━━━━━ DATA IN THIS EXERCISE

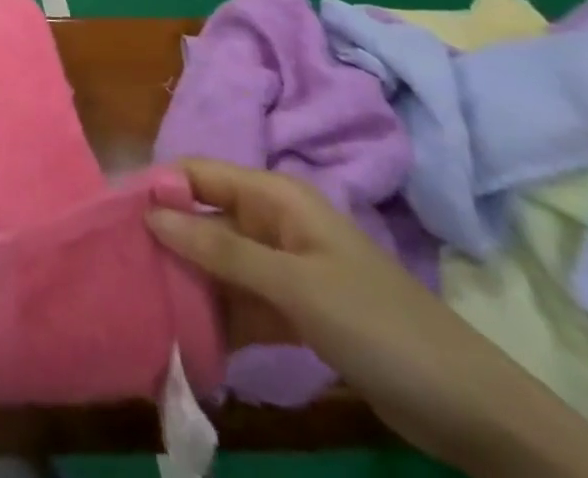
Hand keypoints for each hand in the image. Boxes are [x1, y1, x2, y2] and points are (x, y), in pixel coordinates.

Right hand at [148, 160, 587, 477]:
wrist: (475, 414)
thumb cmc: (378, 325)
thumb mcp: (294, 285)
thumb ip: (219, 247)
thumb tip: (150, 211)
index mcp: (276, 197)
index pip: (199, 174)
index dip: (157, 187)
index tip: (112, 214)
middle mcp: (274, 223)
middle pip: (205, 217)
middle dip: (166, 238)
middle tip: (119, 265)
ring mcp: (286, 270)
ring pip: (219, 263)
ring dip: (188, 281)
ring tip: (141, 302)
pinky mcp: (296, 312)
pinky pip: (241, 302)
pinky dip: (216, 316)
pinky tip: (185, 337)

━━━━━━━━━━

DIRECTIONS FOR THIS TASK -> A verbatim transcription of the listing is expected, with no pictures included.

REPLY ->
Hand keypoints for each hand in the image. Boxes are [x1, y1, x2, y2] and points are (x, y), in pixel coordinates.

Right hand at [148, 160, 587, 477]:
wrist: (475, 414)
thumb cmc: (378, 325)
thumb mcp: (294, 285)
thumb ip: (219, 247)
thumb tip: (150, 211)
index mcp: (276, 197)
index pip: (199, 174)
index dip: (157, 187)
index tip: (112, 214)
middle mcp: (274, 223)
middle pip: (205, 217)
middle dip: (166, 238)
middle tip: (119, 265)
ring mcp: (286, 270)
ring pip: (219, 263)
ring dip: (188, 281)
ring tip: (141, 302)
pinky mcp: (296, 312)
pinky pip: (241, 302)
pinky dip: (216, 316)
pinky tip: (185, 337)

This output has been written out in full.